**** Data listing ****

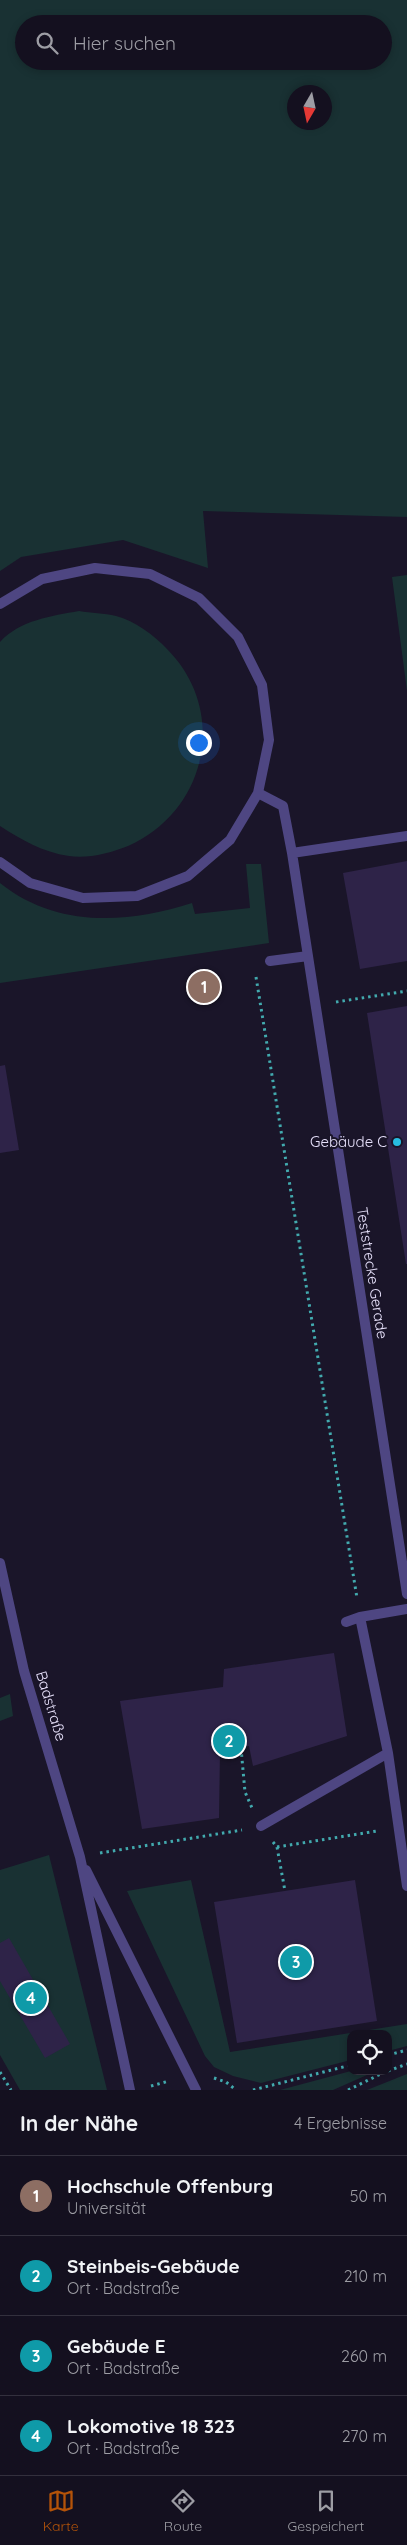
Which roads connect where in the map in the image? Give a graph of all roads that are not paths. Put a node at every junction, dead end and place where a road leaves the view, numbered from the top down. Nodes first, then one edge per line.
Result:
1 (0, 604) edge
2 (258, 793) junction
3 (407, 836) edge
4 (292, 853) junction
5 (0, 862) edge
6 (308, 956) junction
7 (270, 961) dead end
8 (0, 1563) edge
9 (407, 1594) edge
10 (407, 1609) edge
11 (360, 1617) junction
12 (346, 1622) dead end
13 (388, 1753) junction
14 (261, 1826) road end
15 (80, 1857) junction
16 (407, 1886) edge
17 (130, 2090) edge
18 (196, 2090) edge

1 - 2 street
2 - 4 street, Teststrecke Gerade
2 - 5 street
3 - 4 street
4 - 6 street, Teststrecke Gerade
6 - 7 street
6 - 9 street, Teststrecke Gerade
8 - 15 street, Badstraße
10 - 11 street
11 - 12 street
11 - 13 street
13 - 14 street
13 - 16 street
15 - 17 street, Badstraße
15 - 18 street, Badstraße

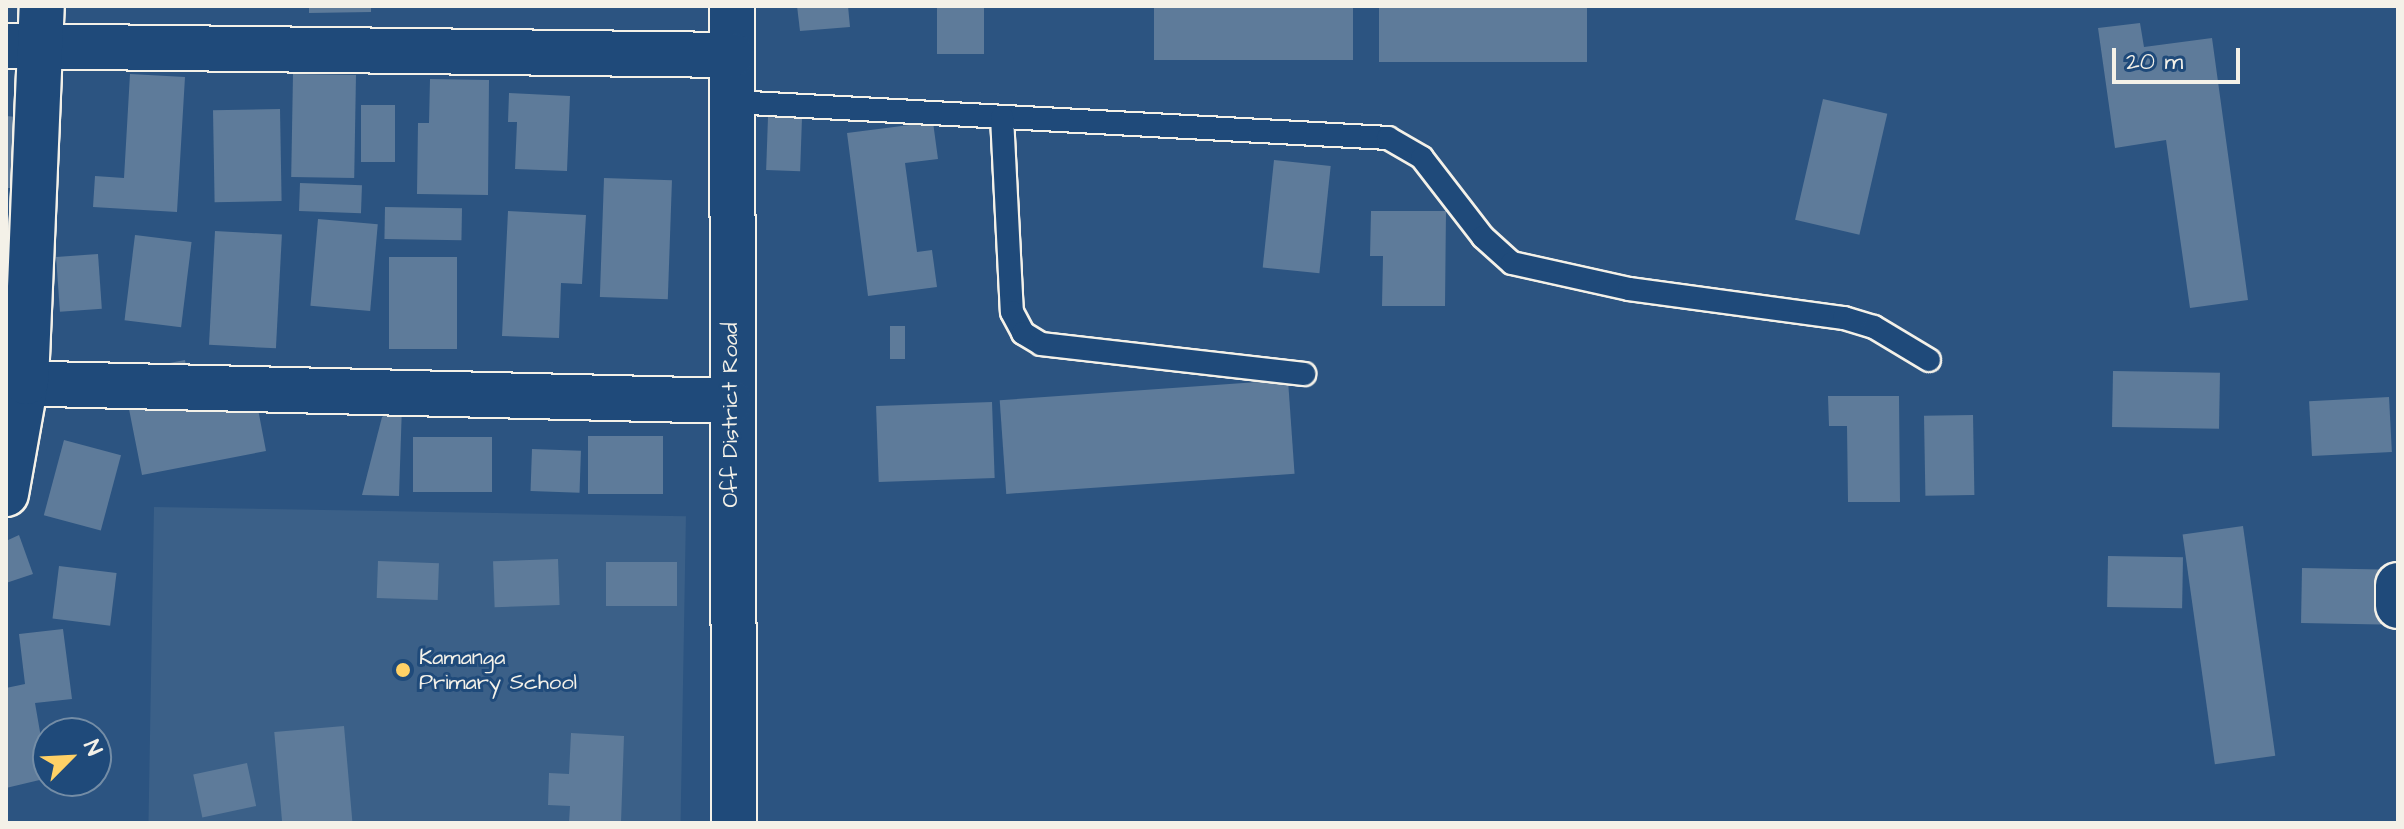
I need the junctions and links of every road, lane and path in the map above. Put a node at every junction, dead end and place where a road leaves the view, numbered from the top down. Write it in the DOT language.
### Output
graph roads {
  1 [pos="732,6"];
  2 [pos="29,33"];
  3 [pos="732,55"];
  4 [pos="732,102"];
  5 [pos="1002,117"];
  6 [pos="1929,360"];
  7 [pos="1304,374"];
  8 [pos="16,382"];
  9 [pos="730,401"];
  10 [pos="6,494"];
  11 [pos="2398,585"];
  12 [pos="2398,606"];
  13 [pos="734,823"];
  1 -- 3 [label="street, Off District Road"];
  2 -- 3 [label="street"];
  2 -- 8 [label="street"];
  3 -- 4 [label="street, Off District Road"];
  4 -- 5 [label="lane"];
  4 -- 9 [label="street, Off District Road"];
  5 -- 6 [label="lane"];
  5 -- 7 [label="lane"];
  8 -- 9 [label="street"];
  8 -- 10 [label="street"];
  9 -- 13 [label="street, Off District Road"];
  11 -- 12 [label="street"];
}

****

• Exercise description
Scan the data for lines containing "numbered" and copy all of them.

• Written solution
Which roads connect where in the map in the image? Give a graph of all roads that are not paths. Put a node at every junction, dead end and place where a road leaves the view, numbered from the top down. Nodes first, then one edge per line.
I need the junctions and links of every road, lane and path in the map above. Put a node at every junction, dead end and place where a road leaves the view, numbered from the top down. Write it in the DOT language.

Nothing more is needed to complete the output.